This looks familiar:

One candidate resigned the Missouri governorship in disgrace, facing criminal charges and allegations that an extramarital affair had turned violent.

Another, an Alabama congressman, served as President Donald Trump’s warm-up act for the “Stop the Steal” rally that preceded the Jan. 6 Capitol riot, urging participants to “start taking down names and kicking ass.”

A third recently had his Twitter account temporarily suspended when the Ohio hopeful referred to some of the people crossing the southern border as “Muslim Terrorists” and “Mexican Gangbangers.”
And that could be just the beginning.

Mike DeBonis of the Washington Post is referring to Republican candidates for the U.S. Senate in 2022. The Missouri ex-governor is Eric Greitens who is most famous for an incident of dungeon rape. The U.S. Representative from Alabama is Mo Brooks who is rapidly making us all forget about Rep. Steve King of Iowa who was so racist that he was stripped of all his committee assignment and defeated in a Republican primary. The Ohio candidate is former state treasurer Josh Mandel, a COVID-19 vaccine and election fraud truther who is a darling of the Trumpian right.

The point of DeBonis’s piece is that lunatic candidates are giving the Republican Party headaches. But maybe these lunatic candidates not so much:

Several GOP operatives, speaking on the condition of anonymity to candidly describe internal thinking, said the emerging field of Republican candidates is raising concerns, although they believe the issue is manageable since Brooks, Greitens and Mandel are running in favorable states for Republicans.

To be clear, then, the GOP insider view is that Greitens, Brooks and Mandel are probably electable. They’re most likely “manageable” headaches. A problem only arises in realistically contested races. Maybe running Lara Trump for Senate in North Carolina is a bridge too far. Perhaps Kelli Ward has established herself as a shitty candidate in Arizona. If the Republicans aren’t careful they could blow any chance to retain Pat Toomey’s Pennsylvania seat in the Senate.

I’d remind people, first of all, that Democrat Sherrod Brown keeps finding a way to get reelected in Ohio, so I wouldn’t pencil Josh Mandel in as a winner just yet. On the overall point, I’d agree that almost any Republican can win in Missouri or Alabama, but we’ve seen counterexamples. Missouri’s Claire McCaskill beat the “legitimate rape” guy in 2012 and Alabama’s Doug Jones beat a child molester in 2017. Hell, Kansas has Democratic governor thanks to the horrible record of Sam Brownback and the ridiculous candidate the GOP put up to succeed him.

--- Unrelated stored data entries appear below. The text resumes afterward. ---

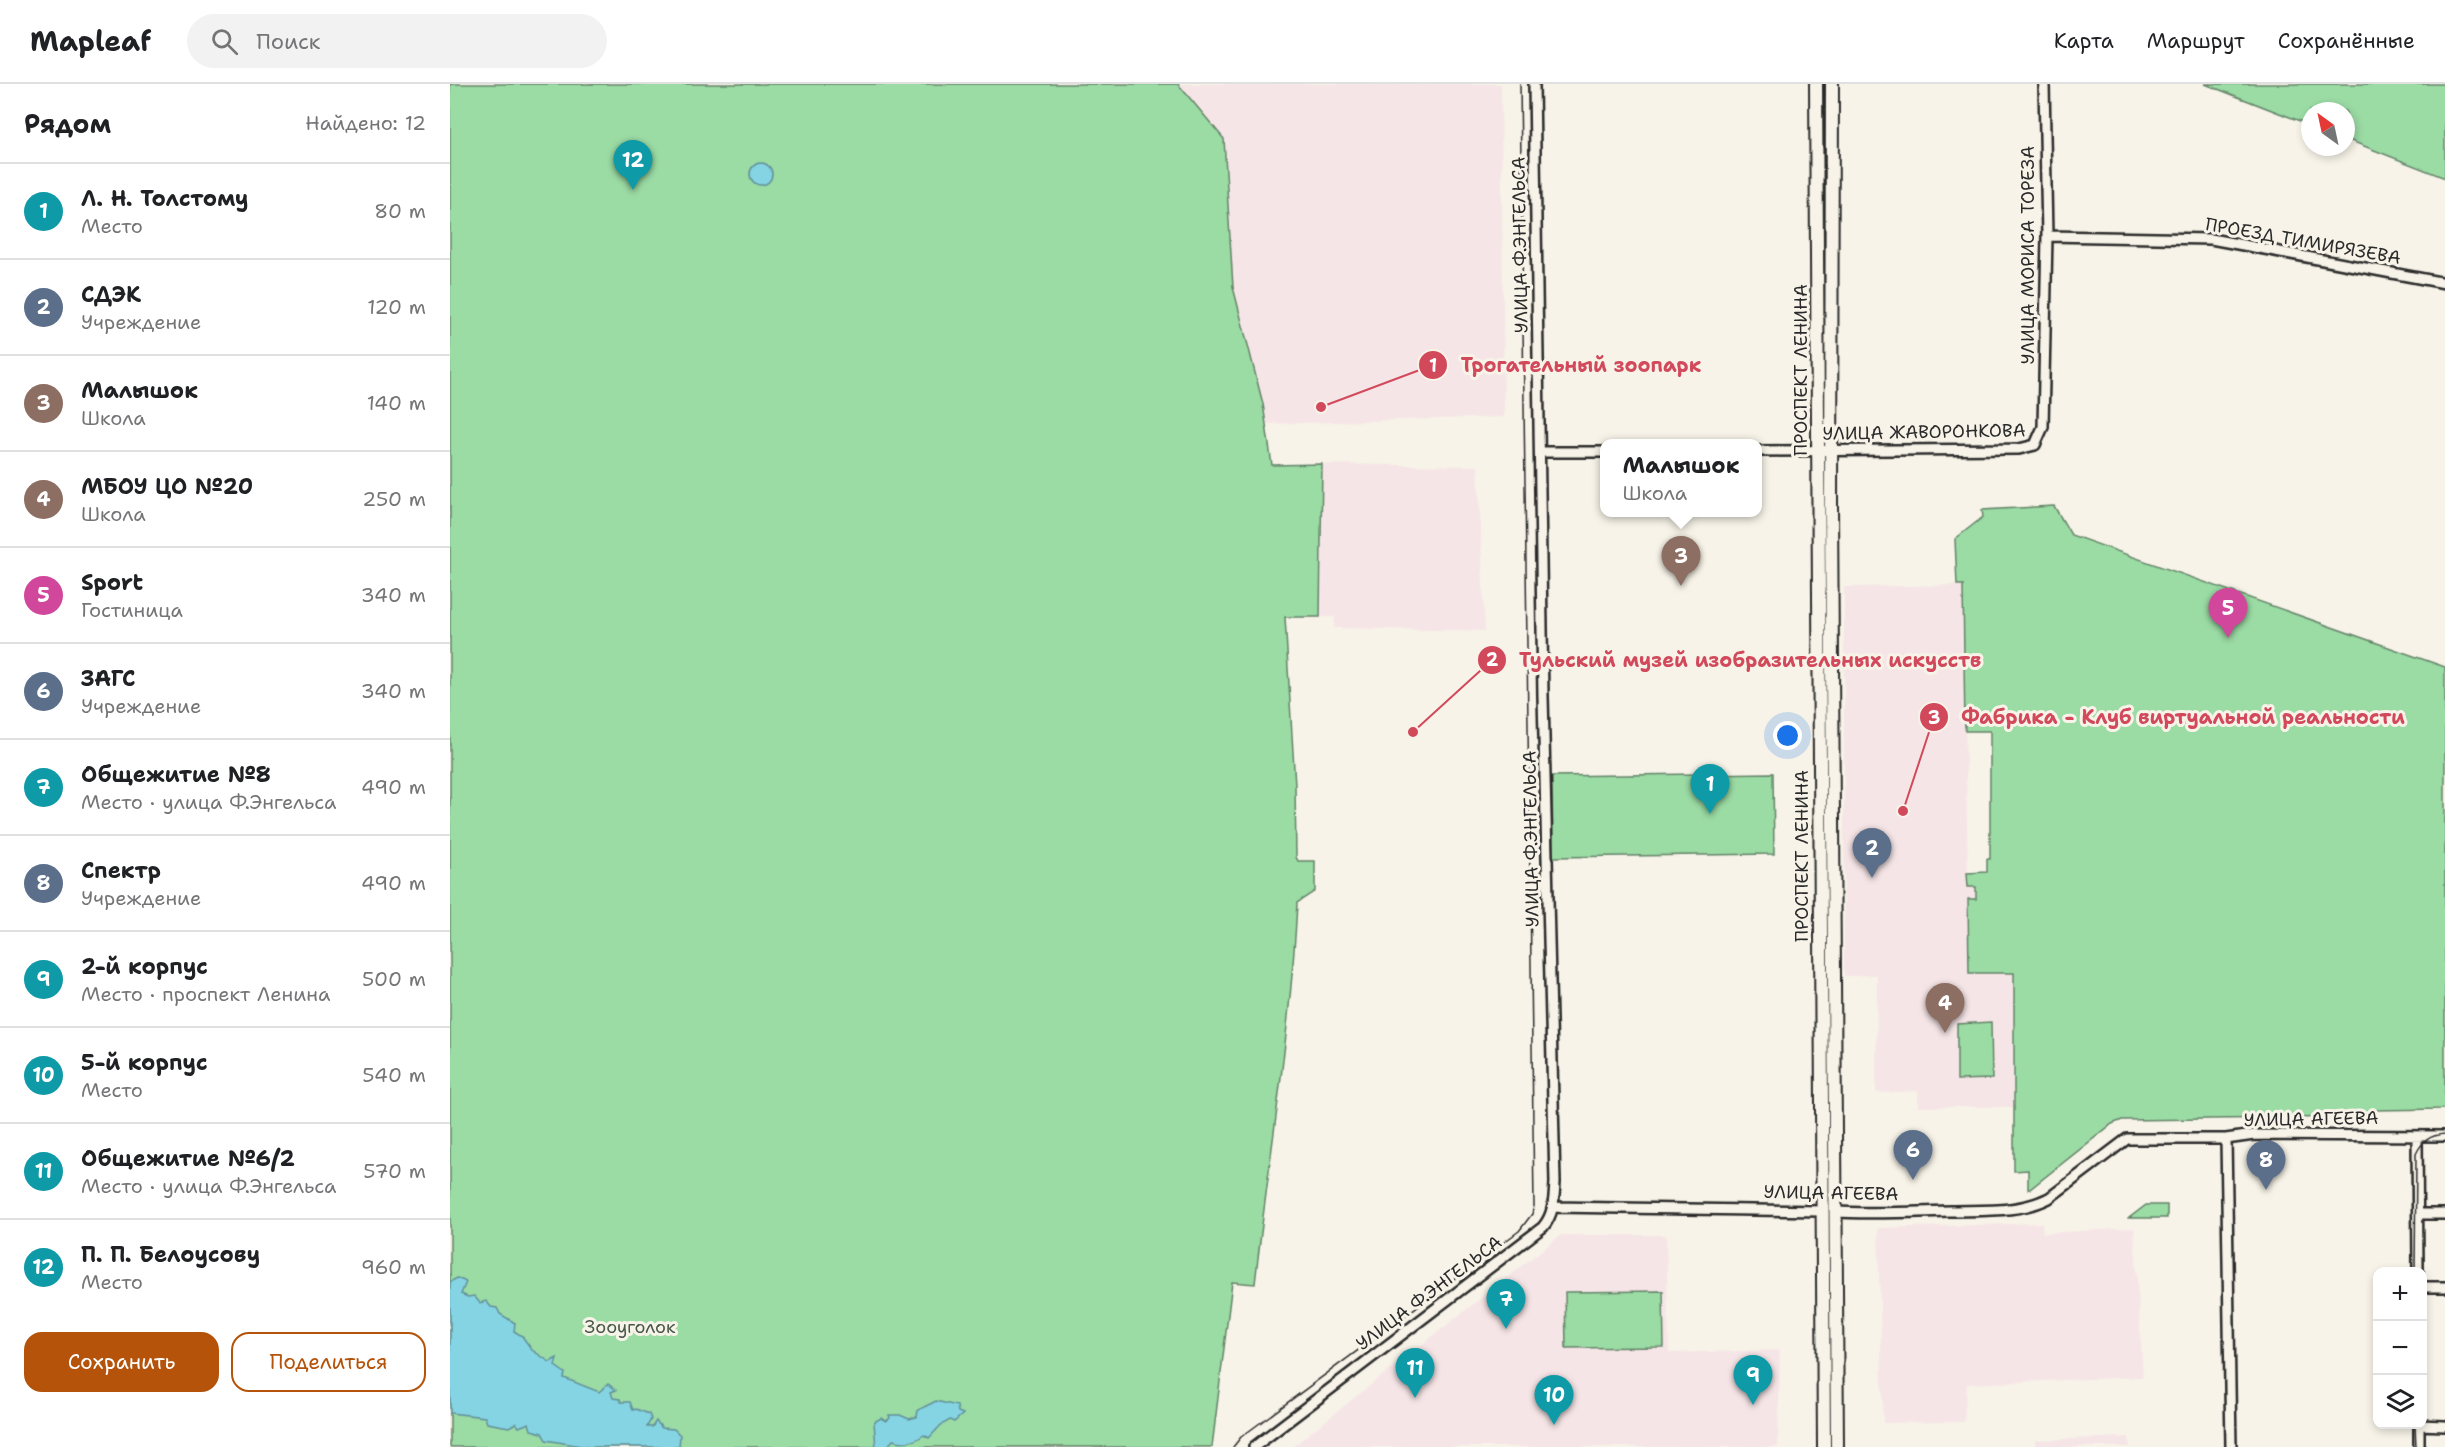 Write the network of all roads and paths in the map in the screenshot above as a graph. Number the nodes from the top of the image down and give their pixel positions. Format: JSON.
{"nodes":[{"id":1,"x":1534,"y":84,"type":"edge"},
{"id":2,"x":1816,"y":84,"type":"edge"},
{"id":3,"x":1832,"y":84,"type":"edge"},
{"id":4,"x":2044,"y":84,"type":"edge"},
{"id":5,"x":2047,"y":236,"type":"junction"},
{"id":6,"x":2445,"y":283,"type":"edge"},
{"id":7,"x":2043,"y":427,"type":"joint"},
{"id":8,"x":1762,"y":451,"type":"edge"},
{"id":9,"x":1825,"y":451,"type":"junction"},
{"id":10,"x":1540,"y":452,"type":"junction"},
{"id":11,"x":1600,"y":452,"type":"edge"},
{"id":12,"x":2417,"y":1136,"type":"junction"},
{"id":13,"x":2445,"y":1136,"type":"edge"},
{"id":14,"x":2226,"y":1139,"type":"junction"},
{"id":15,"x":1553,"y":1208,"type":"junction"},
{"id":16,"x":1829,"y":1211,"type":"junction"},
{"id":17,"x":2418,"y":1214,"type":"junction"},
{"id":18,"x":2445,"y":1214,"type":"edge"},
{"id":19,"x":2418,"y":1267,"type":"edge"},
{"id":20,"x":2427,"y":1287,"type":"edge"},
{"id":21,"x":2445,"y":1287,"type":"edge"},
{"id":22,"x":2427,"y":1425,"type":"edge"},
{"id":23,"x":2445,"y":1426,"type":"edge"},
{"id":24,"x":2419,"y":1429,"type":"edge"},
{"id":25,"x":1254,"y":1447,"type":"edge"},
{"id":26,"x":1824,"y":1447,"type":"edge"},
{"id":27,"x":1837,"y":1447,"type":"edge"},
{"id":28,"x":2231,"y":1447,"type":"edge"},
{"id":29,"x":2419,"y":1447,"type":"edge"}],
"edges":[{"from":1,"to":10,"type":"street","name":"УЛИЦА Ф.ЭНГЕЛЬСА"},
{"from":2,"to":9,"type":"main road","name":"ПРОСПЕКТ ЛЕНИНА"},
{"from":3,"to":9,"type":"main road","name":"ПРОСПЕКТ ЛЕНИНА"},
{"from":4,"to":5,"type":"street","name":"УЛИЦА МОРИСА ТОРЕЗА"},
{"from":5,"to":6,"type":"street","name":"ПРОЕЗД ТИМИРЯЗЕВА"},
{"from":5,"to":7,"type":"street","name":"УЛИЦА МОРИСА ТОРЕЗА"},
{"from":7,"to":9,"type":"street","name":"УЛИЦА ЖАВОРОНКОВА"},
{"from":8,"to":9,"type":"street","name":"УЛИЦА ЖАВОРОНКОВА"},
{"from":9,"to":16,"type":"main road","name":"ПРОСПЕКТ ЛЕНИНА"},
{"from":10,"to":11,"type":"street"},
{"from":10,"to":15,"type":"street","name":"УЛИЦА Ф.ЭНГЕЛЬСА"},
{"from":12,"to":13,"type":"street","name":"УЛИЦА АГЕЕВА"},
{"from":12,"to":14,"type":"street","name":"УЛИЦА АГЕЕВА"},
{"from":12,"to":17,"type":"street"},
{"from":14,"to":16,"type":"street","name":"УЛИЦА АГЕЕВА"},
{"from":14,"to":28,"type":"street"},
{"from":15,"to":16,"type":"street","name":"УЛИЦА АГЕЕВА"},
{"from":15,"to":25,"type":"street","name":"УЛИЦА Ф.ЭНГЕЛЬСА"},
{"from":16,"to":26,"type":"main road","name":"ПРОСПЕКТ ЛЕНИНА"},
{"from":16,"to":27,"type":"main road","name":"ПРОСПЕКТ ЛЕНИНА"},
{"from":17,"to":18,"type":"street"},
{"from":17,"to":19,"type":"street"},
{"from":20,"to":21,"type":"street"},
{"from":22,"to":23,"type":"street"},
{"from":24,"to":29,"type":"street"}]}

What makes me sick is the attitude of these GOP operatives. Why would you want lunatics to win? Why are looking at these candidates like “manageable” problems? There are Democrats I absolutely do not want to win primaries and do not want to serve in the U.S. Senate. I don’t look at people like Anthony Weiner or Alan Grayson as problems I can live with but as threats to everything I value and believe in. Sure, they were both brilliant at exciting the base, but that’s the problem. That’s what made them dangerous.

At a certain point, I’d leave a party that kept nominating unethical and unhinged candidates. I certainly wouldn’t quietly root for those candidates on some theory that it’s for the greater good. I never shy away from telling progressives things they don’t want to hear, and I don’t do it because I don’t like progressives. I do it because it’s basic housekeeping. The Republicans should try it.